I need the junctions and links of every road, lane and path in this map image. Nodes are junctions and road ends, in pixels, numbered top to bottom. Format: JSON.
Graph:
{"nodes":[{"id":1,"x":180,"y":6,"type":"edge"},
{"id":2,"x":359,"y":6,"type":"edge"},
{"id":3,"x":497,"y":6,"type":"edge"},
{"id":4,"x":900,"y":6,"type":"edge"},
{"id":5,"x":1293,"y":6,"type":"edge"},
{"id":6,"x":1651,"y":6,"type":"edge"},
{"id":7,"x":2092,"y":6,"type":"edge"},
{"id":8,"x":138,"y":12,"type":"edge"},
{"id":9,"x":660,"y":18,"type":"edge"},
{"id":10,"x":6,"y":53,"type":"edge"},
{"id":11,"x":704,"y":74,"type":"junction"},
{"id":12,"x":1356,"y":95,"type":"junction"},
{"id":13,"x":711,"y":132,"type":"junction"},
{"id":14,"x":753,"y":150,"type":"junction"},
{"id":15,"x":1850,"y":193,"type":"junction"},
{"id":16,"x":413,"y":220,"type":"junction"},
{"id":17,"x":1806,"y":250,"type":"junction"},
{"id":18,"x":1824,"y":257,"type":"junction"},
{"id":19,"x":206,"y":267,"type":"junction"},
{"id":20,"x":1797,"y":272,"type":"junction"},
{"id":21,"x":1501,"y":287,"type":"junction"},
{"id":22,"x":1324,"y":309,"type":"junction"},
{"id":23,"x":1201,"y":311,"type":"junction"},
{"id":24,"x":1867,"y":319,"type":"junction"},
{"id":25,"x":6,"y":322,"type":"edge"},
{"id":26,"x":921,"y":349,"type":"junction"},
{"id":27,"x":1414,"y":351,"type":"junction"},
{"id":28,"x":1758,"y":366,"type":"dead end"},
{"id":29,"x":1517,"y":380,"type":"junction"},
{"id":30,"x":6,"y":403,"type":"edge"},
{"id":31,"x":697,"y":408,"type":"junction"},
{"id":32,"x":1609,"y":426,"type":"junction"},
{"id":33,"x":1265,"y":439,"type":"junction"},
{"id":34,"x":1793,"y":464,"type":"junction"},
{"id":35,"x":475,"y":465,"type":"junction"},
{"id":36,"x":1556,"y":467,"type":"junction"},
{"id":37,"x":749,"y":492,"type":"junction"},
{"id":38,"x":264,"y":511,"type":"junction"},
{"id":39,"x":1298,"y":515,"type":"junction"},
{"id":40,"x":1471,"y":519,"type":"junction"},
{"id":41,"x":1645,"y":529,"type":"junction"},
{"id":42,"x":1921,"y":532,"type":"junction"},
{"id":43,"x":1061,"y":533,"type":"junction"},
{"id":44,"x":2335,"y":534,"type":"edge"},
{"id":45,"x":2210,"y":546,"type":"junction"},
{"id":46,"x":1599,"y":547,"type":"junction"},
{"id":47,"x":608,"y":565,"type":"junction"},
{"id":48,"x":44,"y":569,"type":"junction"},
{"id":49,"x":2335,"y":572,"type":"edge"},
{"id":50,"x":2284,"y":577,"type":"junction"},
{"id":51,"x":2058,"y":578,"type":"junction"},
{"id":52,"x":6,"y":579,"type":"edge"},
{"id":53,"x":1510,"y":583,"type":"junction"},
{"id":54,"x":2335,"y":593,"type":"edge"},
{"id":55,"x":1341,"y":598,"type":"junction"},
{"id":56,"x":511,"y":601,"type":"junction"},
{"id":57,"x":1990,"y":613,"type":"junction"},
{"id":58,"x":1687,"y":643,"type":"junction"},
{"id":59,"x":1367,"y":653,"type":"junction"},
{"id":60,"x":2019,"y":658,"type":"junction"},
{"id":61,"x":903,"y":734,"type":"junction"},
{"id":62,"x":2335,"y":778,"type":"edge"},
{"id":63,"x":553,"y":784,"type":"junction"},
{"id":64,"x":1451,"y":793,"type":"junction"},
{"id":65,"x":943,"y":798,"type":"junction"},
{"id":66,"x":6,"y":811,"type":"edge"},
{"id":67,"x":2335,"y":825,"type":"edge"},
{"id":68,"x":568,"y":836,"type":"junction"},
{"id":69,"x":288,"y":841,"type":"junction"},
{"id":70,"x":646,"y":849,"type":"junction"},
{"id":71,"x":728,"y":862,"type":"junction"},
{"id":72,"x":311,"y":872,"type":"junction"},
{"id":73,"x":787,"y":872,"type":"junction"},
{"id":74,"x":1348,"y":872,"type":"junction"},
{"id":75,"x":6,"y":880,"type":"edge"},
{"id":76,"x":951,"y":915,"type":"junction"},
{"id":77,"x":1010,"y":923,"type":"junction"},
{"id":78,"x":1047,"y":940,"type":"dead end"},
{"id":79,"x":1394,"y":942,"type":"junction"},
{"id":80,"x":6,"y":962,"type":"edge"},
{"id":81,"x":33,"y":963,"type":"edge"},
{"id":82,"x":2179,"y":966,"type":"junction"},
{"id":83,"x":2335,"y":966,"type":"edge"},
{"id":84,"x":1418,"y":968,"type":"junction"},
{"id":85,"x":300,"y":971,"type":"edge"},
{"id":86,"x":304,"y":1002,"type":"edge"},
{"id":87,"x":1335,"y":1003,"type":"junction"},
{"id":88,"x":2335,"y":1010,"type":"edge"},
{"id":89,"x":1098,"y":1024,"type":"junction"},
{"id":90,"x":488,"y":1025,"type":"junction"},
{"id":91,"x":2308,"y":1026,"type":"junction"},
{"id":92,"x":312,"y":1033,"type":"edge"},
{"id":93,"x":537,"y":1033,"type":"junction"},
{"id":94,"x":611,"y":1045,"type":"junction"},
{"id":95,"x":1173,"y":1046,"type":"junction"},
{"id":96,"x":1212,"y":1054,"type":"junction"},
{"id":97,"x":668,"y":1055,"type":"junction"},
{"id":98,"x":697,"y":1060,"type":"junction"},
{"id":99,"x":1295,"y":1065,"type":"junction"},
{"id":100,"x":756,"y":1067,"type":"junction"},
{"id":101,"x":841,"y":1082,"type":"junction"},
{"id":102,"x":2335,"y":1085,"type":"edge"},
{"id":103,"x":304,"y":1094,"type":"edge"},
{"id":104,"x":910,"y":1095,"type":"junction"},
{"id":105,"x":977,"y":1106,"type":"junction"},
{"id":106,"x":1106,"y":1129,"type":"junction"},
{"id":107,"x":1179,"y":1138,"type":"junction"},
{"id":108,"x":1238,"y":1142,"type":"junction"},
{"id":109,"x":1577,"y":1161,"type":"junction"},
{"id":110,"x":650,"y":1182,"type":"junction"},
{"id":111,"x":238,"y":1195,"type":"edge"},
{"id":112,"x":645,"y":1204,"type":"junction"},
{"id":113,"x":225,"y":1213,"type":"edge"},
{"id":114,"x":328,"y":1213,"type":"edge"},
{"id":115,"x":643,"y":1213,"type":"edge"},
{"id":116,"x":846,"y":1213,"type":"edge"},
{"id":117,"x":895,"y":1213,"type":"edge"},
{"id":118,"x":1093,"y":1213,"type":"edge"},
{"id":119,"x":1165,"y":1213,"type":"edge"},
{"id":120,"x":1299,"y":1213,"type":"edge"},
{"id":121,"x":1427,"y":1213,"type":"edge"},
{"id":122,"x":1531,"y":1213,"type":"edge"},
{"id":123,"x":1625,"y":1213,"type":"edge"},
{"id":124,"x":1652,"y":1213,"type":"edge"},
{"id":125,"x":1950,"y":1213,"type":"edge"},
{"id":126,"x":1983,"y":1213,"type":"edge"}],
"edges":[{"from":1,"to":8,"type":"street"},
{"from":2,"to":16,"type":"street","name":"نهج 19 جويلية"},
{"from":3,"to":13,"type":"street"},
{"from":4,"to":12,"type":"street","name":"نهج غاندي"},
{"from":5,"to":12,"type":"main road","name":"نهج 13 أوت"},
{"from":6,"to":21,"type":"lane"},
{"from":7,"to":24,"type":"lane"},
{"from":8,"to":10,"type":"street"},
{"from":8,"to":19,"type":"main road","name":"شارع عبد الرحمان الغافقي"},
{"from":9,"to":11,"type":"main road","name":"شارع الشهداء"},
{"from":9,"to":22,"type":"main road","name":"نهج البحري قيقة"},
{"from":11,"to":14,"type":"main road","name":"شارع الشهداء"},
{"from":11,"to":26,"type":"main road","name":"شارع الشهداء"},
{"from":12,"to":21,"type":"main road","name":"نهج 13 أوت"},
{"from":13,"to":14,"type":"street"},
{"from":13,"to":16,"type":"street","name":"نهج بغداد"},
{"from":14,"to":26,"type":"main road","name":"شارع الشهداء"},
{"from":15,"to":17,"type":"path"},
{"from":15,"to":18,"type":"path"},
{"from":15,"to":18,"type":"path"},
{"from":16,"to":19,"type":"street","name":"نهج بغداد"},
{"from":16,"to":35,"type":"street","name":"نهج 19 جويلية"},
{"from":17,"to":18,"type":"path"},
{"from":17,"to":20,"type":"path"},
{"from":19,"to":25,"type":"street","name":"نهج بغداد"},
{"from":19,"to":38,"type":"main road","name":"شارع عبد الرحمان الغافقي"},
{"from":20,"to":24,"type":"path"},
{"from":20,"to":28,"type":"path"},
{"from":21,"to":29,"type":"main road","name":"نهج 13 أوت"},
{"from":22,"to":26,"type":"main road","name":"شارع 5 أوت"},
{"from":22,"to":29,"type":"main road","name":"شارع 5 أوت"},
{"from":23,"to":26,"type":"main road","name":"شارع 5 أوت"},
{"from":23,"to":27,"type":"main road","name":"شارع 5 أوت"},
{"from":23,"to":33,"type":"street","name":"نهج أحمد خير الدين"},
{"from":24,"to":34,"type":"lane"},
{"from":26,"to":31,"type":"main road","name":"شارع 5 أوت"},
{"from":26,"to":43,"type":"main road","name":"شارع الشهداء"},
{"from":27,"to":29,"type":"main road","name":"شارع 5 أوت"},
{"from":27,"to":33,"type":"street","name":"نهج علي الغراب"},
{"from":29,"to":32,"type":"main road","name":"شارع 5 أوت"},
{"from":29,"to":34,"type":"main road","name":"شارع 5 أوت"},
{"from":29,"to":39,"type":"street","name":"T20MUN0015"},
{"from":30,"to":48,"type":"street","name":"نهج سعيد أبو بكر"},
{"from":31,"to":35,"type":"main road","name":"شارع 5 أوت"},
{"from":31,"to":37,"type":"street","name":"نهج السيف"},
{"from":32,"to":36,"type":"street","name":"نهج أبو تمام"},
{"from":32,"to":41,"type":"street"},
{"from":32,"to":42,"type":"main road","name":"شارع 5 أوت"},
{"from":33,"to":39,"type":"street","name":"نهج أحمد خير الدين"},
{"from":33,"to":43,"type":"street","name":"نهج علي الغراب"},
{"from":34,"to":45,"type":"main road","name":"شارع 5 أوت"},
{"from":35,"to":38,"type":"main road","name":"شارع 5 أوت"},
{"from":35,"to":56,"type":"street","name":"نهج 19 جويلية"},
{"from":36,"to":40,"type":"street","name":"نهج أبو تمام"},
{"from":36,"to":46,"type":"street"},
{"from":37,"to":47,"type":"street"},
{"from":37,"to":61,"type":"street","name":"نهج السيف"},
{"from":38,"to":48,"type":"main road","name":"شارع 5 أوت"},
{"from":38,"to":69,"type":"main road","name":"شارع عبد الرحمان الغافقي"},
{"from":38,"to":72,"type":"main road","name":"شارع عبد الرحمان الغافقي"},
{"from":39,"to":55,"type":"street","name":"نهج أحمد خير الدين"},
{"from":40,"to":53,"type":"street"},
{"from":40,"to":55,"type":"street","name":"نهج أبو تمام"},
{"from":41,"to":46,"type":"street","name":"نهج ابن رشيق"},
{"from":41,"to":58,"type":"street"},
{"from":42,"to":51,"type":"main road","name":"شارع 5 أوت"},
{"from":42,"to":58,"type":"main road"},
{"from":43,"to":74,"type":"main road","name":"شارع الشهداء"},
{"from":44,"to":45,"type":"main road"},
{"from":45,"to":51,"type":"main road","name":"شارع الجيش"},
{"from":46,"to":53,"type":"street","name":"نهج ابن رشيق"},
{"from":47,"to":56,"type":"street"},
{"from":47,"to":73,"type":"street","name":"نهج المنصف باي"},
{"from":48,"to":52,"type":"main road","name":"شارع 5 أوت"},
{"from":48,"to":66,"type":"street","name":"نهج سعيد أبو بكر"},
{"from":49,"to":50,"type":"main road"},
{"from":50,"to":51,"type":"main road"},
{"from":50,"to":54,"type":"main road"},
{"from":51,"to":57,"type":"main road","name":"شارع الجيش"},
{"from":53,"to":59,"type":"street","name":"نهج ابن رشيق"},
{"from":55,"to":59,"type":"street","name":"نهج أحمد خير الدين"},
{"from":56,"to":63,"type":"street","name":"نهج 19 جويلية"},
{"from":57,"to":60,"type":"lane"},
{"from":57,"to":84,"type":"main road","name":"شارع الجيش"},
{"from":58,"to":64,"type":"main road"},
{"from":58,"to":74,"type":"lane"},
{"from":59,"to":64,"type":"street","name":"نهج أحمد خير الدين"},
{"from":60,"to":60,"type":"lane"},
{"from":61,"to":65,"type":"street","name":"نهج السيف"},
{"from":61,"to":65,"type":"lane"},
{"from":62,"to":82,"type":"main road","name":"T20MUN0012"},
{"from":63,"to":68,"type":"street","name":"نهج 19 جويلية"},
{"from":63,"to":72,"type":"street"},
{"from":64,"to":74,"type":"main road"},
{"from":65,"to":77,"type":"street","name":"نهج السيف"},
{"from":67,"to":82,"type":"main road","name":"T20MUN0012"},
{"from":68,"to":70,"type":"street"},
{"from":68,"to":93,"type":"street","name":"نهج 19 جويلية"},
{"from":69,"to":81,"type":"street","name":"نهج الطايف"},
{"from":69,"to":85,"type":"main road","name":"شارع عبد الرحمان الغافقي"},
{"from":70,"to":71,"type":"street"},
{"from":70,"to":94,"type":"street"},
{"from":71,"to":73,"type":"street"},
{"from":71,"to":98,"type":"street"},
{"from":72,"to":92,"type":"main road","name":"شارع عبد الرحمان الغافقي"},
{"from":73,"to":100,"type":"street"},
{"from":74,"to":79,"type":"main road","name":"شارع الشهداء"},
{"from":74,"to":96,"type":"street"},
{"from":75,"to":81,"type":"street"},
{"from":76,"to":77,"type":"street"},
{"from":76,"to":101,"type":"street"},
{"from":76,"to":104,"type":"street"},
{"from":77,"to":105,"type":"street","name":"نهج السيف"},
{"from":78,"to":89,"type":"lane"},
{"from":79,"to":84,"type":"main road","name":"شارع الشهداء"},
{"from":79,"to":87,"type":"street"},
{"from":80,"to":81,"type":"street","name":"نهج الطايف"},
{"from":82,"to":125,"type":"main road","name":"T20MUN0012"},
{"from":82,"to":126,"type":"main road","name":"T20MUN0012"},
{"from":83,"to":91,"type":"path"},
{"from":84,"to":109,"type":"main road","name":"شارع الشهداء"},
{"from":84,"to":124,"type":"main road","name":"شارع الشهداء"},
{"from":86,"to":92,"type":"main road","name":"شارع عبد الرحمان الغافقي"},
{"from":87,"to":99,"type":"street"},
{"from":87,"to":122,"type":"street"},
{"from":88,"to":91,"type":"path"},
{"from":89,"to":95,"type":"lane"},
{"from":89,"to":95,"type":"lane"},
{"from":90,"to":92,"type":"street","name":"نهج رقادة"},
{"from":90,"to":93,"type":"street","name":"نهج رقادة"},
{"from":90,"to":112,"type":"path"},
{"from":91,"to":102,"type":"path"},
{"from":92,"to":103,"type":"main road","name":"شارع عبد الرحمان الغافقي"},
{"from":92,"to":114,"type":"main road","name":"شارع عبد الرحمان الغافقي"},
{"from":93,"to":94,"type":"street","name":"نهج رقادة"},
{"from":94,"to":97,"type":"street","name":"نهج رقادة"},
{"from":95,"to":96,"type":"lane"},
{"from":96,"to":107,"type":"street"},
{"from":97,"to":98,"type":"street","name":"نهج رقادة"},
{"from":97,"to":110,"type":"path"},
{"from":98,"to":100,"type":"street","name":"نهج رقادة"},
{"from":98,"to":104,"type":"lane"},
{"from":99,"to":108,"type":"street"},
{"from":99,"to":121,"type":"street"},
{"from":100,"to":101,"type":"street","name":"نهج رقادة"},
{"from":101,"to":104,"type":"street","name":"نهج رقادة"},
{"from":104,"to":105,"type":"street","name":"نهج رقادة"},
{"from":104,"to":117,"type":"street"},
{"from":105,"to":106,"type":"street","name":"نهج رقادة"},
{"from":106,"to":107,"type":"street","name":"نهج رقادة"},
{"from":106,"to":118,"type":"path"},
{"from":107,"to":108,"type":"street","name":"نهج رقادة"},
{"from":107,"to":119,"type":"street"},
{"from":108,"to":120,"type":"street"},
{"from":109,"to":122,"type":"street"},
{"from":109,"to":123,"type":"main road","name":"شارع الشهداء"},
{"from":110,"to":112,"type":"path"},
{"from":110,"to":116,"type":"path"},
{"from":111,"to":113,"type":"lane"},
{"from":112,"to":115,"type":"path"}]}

(WORK TASK)
Count, in the records above, the lines that contain "الطايف", and write only the resulting number.

(SOLVED PROBLEM)
2